Voltage drop questions

I'm getting ready to install my panels this spring at my small off-grid cabin, and need to plan for the wiring. Some basic details of my system are: two 64 watt Uni-Solar panels (7.8 amps total), 50 feet between the panels and SunSaver 10 amp charge controller, 5 feet between controller and AGM battery. I have used the voltage drop calculator spreadsheet to work through a few scenarios, but I still have some questions.

1. The only way for me to stay within the recommended 3% drop would be to use 6 gauge wire - expensive and hard to find around here. If I use 8 gauge wire, the voltage drop would be 4.6%. Considering the small output of my panels, is it worth the extra cost/hassle to use 6 gauge wire?

2. Let's take this scenario one step further. What if I want to add another 64 watt panel to the array someday with the 8 gauge wiring in place, which would make the voltage drop about 7%. BTW, I know I would need a different controller in that case. Would a voltage drop of 7% cause any damage to my controller or battery, or am I just losing a little bit of power?

Please keep in mind that this is just a small weekend cabin that will be visited maybe 15 times per year, so much of the potential power of the system will not be used anyways.




  • mike95490mike95490 Solar Expert Posts: 9,358 ✭✭✭✭✭
    Re: Voltage drop questions

    You will find that the extra wire cost, over the long run (10+ years) will pay for itself with the extra power you would be throwing away heating wire.

    120W - 4.6%= 5.16w 1460hours year = 7533.6 watt hours lost in 1 year

    180W - 7%= 12.6 18,396watt hr lost 1 year

    Another idea to dispose of, is using the batteries heavily on a weekend, and expecting the PV to recharge over the week.
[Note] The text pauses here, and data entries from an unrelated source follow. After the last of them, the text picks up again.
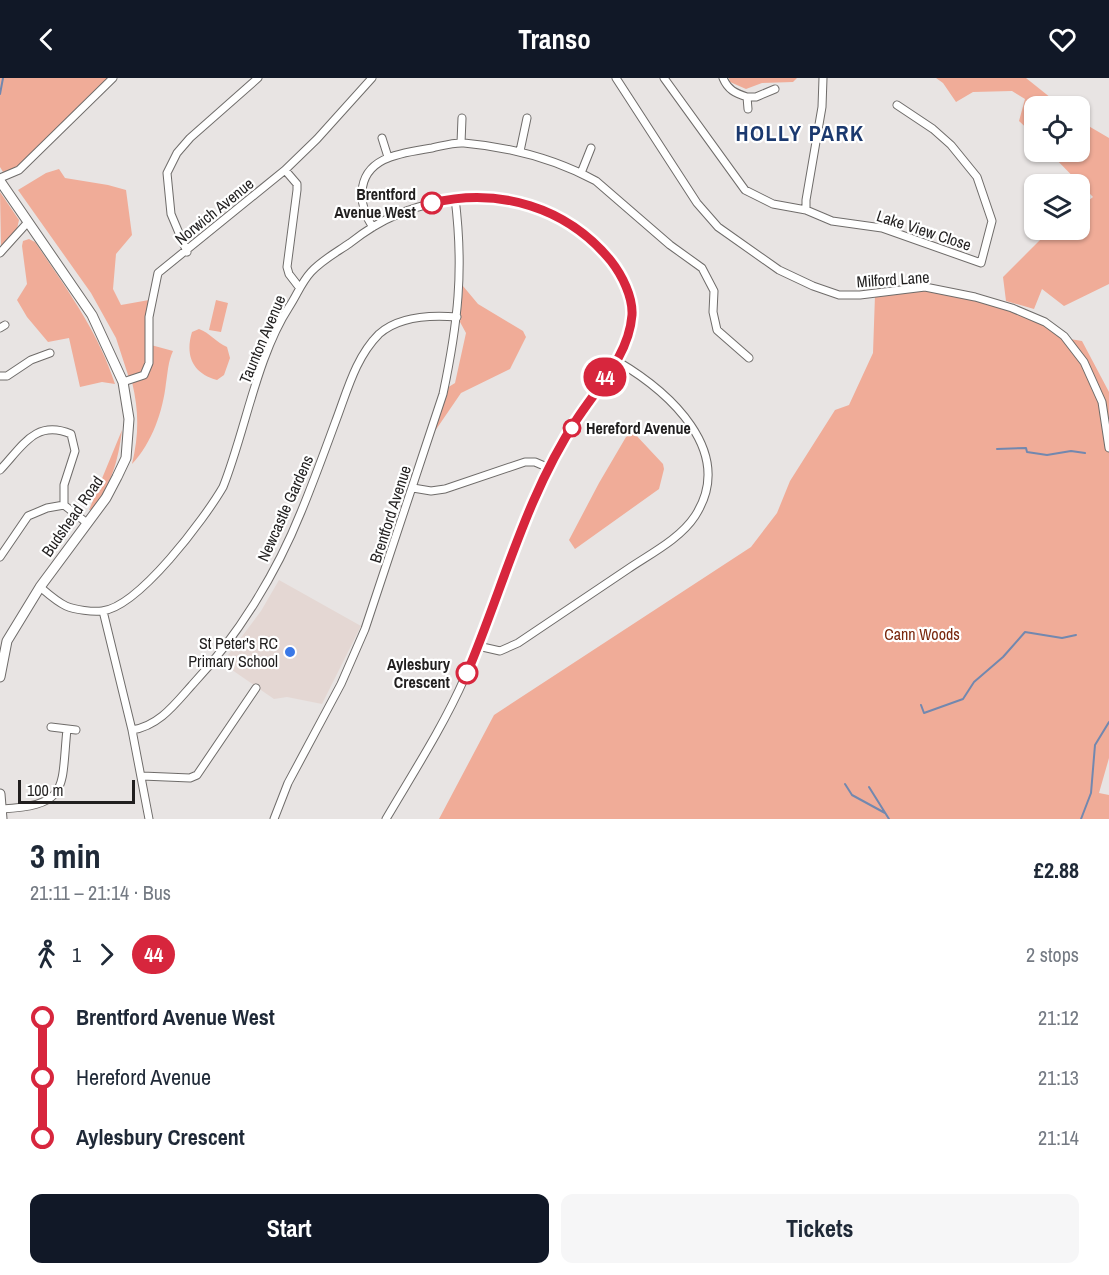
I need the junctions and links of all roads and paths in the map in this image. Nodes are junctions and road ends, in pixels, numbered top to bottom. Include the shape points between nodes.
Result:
1 (113, 78) edge
2 (258, 78) edge
3 (372, 78) edge
4 (616, 78) edge
5 (664, 78) edge
6 (723, 78) edge
7 (823, 78) edge
8 (776, 89) dead end
9 (747, 97) junction
10 (897, 105) dead end
11 (748, 109) dead end
12 (462, 118) dead end
13 (527, 118) dead end
14 (382, 138) dead end
15 (461, 143) junction
16 (591, 148) dead end
17 (520, 151) junction
18 (388, 157) junction
19 (285, 171) junction
20 (581, 173) junction
21 (0, 180) edge
22 (455, 198) junction
23 (806, 210) junction
24 (28, 222) junction
25 (373, 227) junction
26 (187, 252) junction
27 (0, 253) edge
28 (299, 287) junction
29 (457, 317) junction
30 (50, 353) dead end
31 (749, 358) dead end
32 (616, 361) junction
33 (0, 376) edge
34 (123, 382) junction
35 (1109, 448) edge
36 (549, 468) junction
37 (0, 470) edge
38 (413, 488) junction
39 (64, 505) junction
40 (87, 523) junction
41 (0, 557) edge
42 (40, 587) junction
43 (103, 611) junction
44 (4, 640) edge
45 (478, 646) junction
46 (0, 677) edge
47 (256, 687) dead end
48 (51, 727) dead end
49 (67, 729) junction
50 (76, 730) dead end
51 (132, 730) junction
52 (142, 776) junction
53 (0, 794) edge
54 (2, 814) edge
55 (148, 819) edge
56 (274, 819) edge
57 (386, 819) edge

1 - 21 street via 19,170
2 - 26 street via 190,138 167,173 171,214
3 - 19 street, Norwich Avenue
4 - 35 street, Milford Lane via 697,203 718,227 779,270 839,295 926,287 975,297 1045,322 1064,336 1084,362 1102,402
5 - 23 street via 745,190 773,204
6 - 9 street via 733,93
7 - 23 street
8 - 9 street
9 - 11 street
10 - 23 street, Lake View Close via 951,145 977,177 992,221 981,263 882,228 832,221
12 - 15 street
13 - 17 street
14 - 18 street
15 - 17 street
15 - 18 street
16 - 20 street
17 - 20 street
18 - 25 street via 371,168 362,181 362,200
19 - 26 street, Norwich Avenue
19 - 28 street via 297,184 287,267
20 - 31 street via 702,268 714,291 717,330
21 - 24 street, Budshead Road
22 - 25 street, Taunton Avenue via 410,210
22 - 29 street, Brentford Avenue via 460,236
22 - 32 street, Taunton Avenue via 494,198 544,210 568,221 603,251 619,270 631,301 632,316
24 - 27 street
24 - 34 street, Budshead Road via 92,315
25 - 28 street, Taunton Avenue via 312,271
26 - 34 street, Norwich Avenue via 158,273 149,317 149,363 144,375
28 - 43 street, Taunton Avenue via 283,315 214,503 162,568 138,591
29 - 38 street, Brentford Avenue via 443,394
29 - 51 street, Newcastle Gardens via 427,315 401,322 381,332 365,351 300,515 256,599 194,683 159,719
30 - 33 street
32 - 36 street, Taunton Avenue
32 - 45 street via 660,393 702,443 708,462 703,501 694,517 664,545 518,643 500,651
34 - 40 street, Budshead Road via 129,419 126,458 106,498
36 - 38 street via 525,462 445,489
36 - 45 street, Taunton Avenue
37 - 39 street via 30,437 44,430 58,429 71,434 75,451 64,484
38 - 56 street, Brentford Avenue via 353,659 288,783
39 - 40 street
39 - 41 street via 28,516
40 - 42 street, Budshead Road
42 - 43 street via 66,606
42 - 44 street, Budshead Road
43 - 51 street
44 - 46 street, Budshead Road
45 - 57 street, Taunton Avenue via 443,722
47 - 52 street via 197,775
48 - 49 street
49 - 50 street
49 - 54 street via 62,781 57,792 40,805
51 - 52 street
52 - 55 street
53 - 54 street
After 24 hours of being below 75% full, the batteries will begin to sulfate and die.
    Powerfab top of pole PV mount | Listeroid 6/1 w/st5 gen head | XW6048 inverter/chgr | Iota 48V/15A charger | Morningstar 60A MPPT | 48V, 800A NiFe Battery (in series)| 15, Evergreen 205w "12V" PV array on pole | Midnight ePanel | Grundfos 10 SO5-9 with 3 wire Franklin Electric motor (1/2hp 240V 1ph ) on a timer for 3 hr noontime run - Runs off PV ||
    || Midnight Classic 200 | 10, Evergreen 200w in a 160VOC array ||
    || VEC1093 12V Charger | Maha C401 aa/aaa Charger | SureSine | Sunsaver MPPT 15A

    solar: http://tinyurl.com/LMR-Solar
    gen: http://tinyurl.com/LMR-Lister ,

  • Steve961Steve961 Solar Expert Posts: 93 ✭✭✭✭
    Re: Voltage drop questions
    mike90045 wrote: »
    Another idea to dispose of, is using the batteries heavily on a weekend, and expecting the PV to recharge over the week. After 24 hours of being below 75% full, the batteries will begin to sulfate and die.
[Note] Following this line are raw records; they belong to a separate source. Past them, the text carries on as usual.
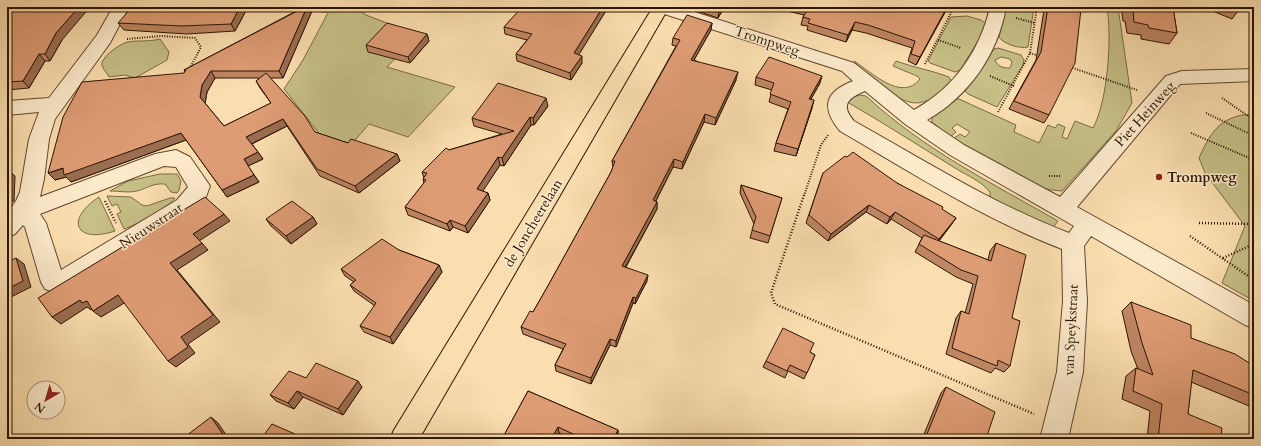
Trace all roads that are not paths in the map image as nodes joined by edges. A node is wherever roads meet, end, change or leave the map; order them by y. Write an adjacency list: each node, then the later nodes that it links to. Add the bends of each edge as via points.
1 (121, 7): 6 (street, Nieuwstraat, via 103,37)
2 (661, 7): 5 (street, Trompweg, via 835,62 856,72); 16 (main road, de Joncheerelaan)
3 (998, 7): 8 (street, via 994,27 985,47 965,79 936,105)
4 (1254, 75): 9 (street, Piet Heinweg, via 1182,77 1173,80)
5 (868, 83): 8 (street, Trompweg); 13 (street, via 844,92 837,101 840,118 856,132 979,201)
6 (54, 104): 7 (street); 10 (street, Nieuwstraat, via 37,147 31,196)
7 (7, 108)
8 (912, 119): 9 (street, Trompweg, via 956,150)
9 (1063, 209): 11 (street, Trompweg)
10 (23, 212): 10 (street, Nieuwstraat, via 162,159 176,158 183,162 199,186 181,208 67,279 53,282 35,223); 12 (street, Nieuwstraat)
11 (1088, 224): 13 (street); 14 (street, Trompweg)
12 (7, 228)
13 (1073, 244): 15 (street, van Speykstraat, via 1075,301 1070,372)
14 (1254, 317)
15 (1057, 432)
16 (404, 439)

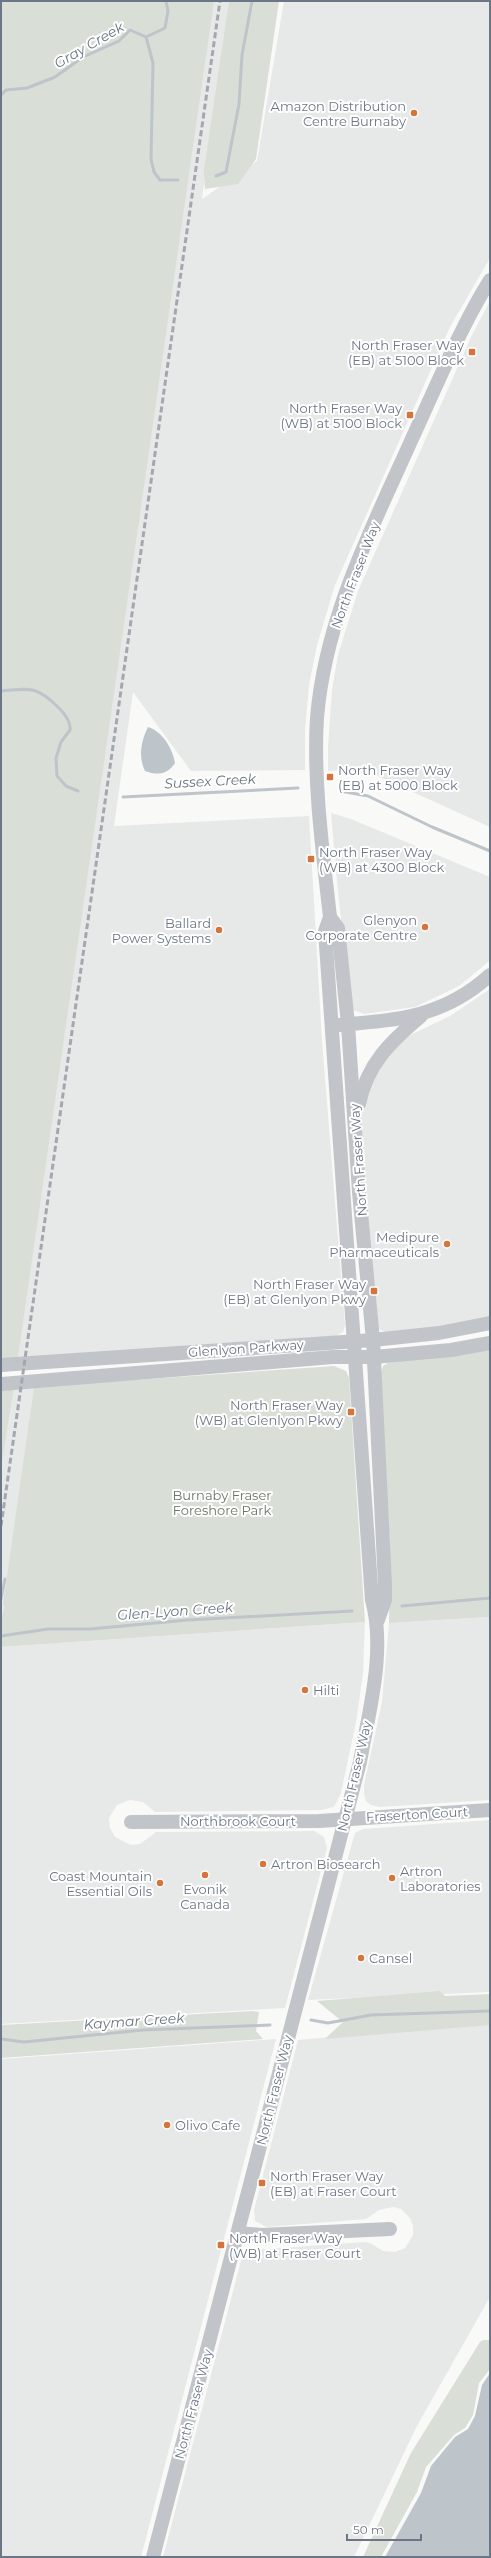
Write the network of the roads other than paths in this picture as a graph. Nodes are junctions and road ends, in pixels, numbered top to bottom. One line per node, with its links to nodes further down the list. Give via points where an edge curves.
1 (490, 280): 2 (street, North Fraser Way, via 469,315 398,471 350,579 334,627 321,688 316,747)
2 (330, 917): 5 (street, North Fraser Way, via 338,928); 6 (street, North Fraser Way, via 325,931)
3 (490, 975): 4 (street, via 467,994)
4 (423, 1014): 5 (street, via 398,1020); 7 (street, via 377,1057 363,1085)
5 (348, 1024): 6 (street); 7 (street, North Fraser Way)
6 (331, 1025): 10 (street, North Fraser Way)
7 (356, 1121): 9 (street, North Fraser Way, via 359,1192)
8 (490, 1323): 9 (street, Glenlyon Parkway, via 439,1333)
9 (373, 1340): 10 (street, Glenlyon Parkway); 13 (street, North Fraser Way)
10 (353, 1341): 12 (street, North Fraser Way); 14 (street, Glenlyon Parkway)
11 (490, 1343): 13 (street, Glenlyon Parkway, via 451,1350)
12 (354, 1357): 13 (street, Glenlyon Parkway); 15 (street, Glenlyon Parkway); 16 (street, North Fraser Way, via 372,1600)
13 (374, 1357): 16 (street, North Fraser Way, via 385,1584 385,1600)
14 (1, 1365)
15 (1, 1384)
16 (378, 1620): 18 (street, North Fraser Way, via 370,1707 360,1762)
17 (490, 1810): 18 (street, Fraserton Court)
18 (344, 1818): 19 (street, Northbrook Court); 21 (street, North Fraser Way)
19 (131, 1822)
20 (390, 2229): 21 (street, via 261,2235)
21 (238, 2233): 22 (street, North Fraser Way)
22 (153, 2557)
    I thought AGM batteries were somewhat resistant to this. According to the battery FAQ, "The Concorde batteries can be almost fully recharged (95% or better) even after 30 days of being totally discharged." My AGM battery will be nowhere near totally discharged when I leave, and should only take a couple of days to be fully charged. I also usually have a generator with that I can bulk charge it if necessary before I go.
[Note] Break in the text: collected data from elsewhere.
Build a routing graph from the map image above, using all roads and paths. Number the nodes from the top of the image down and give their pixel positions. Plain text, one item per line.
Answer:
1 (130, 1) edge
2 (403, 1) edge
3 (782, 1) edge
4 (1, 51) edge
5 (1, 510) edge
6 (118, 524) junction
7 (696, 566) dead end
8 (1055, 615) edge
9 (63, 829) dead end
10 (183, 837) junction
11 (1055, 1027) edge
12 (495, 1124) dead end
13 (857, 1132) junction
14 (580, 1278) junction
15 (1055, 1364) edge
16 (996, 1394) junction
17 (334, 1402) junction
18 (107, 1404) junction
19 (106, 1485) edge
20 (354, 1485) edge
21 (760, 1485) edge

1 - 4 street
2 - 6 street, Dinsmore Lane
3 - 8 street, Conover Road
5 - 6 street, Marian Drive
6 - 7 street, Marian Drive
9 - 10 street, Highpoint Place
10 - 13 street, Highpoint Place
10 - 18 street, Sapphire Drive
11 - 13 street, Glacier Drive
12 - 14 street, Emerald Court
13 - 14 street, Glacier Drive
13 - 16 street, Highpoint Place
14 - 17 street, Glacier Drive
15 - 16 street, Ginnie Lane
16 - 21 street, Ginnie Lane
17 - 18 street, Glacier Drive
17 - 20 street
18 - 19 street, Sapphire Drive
    It seems that with 8 gauge wire I will only be losing 23 watt hours per day with 2 panels, and 53 watt hours per day with 3 panels. For the 30 days per year I will be up there, I'm not sure it matters. What I'm more concerned about is will lower voltage from the array cause any problems with my system hardware.

    Thanks for your thoughts.

  • BB.BB. Super Moderators, Administrators Posts: 32,005 admin
    Re: Voltage drop questions

    I think I read somewhere that Concorde says their batteries are "special" and do not sulphate like other batteries below 75% state of charge...

    But I have seen other places that recommend that they be recharged if below <75% state of charge when in storage. And they all have a 15.5 volt @ 8 hour "recovery" algorithm (hmm, why is that needed).

    Sulfated Lifeline Concorde AGM Batteries

    One thing to watch out for is the "totally" discharged... Many rechargable chemistries are OK to take to 0 volts on a cell. What kills a cell is to reverse bias a cell (i.e., start charging it at -2.x volts).

    That will usually destroy the cell cause it to never hold a charge properly again.

    Does loosing 5% AH capacity a month constitute a failure due to sulphating (Concorde, as I remember 20% loss of AH capacity is a "failed" battery) after 4 months at zero volts and a 20% loss of capacity?

    There is no doubt that AGMs (in general) and Concorde (specifically) are nearly ideal lead acid storage batteries. At 2x the price of normal flooded cell batteries--It would be best not to test the limits (at least, not on my dime).

    Near San Francisco California: 3.5kWatt Grid Tied Solar power system+small backup genset
  • Steve961Steve961 Solar Expert Posts: 93 ✭✭✭✭
    Re: Voltage drop questions


    We've already discussed the whole DOD issue with my system specifically in this thread: http://forum.solar-electric.com/showthread.php?t=6794. The consensus was that in my circumstances an 80% DOD would not be a problem.

    My original questions still stand. Is it worth the extra expense/hassle for 6 gauge wire with my small system, and is there any potential to damage a charge controller and battery with reduced voltage from an array?


  • BB.BB. Super Moderators, Administrators Posts: 32,005 admin
    Re: Voltage drop questions

    You can make it an economic decision:

    (capital cost of system) / (kWH per year * 10 year life)

    Or whatever you choose to use for 10 year system life...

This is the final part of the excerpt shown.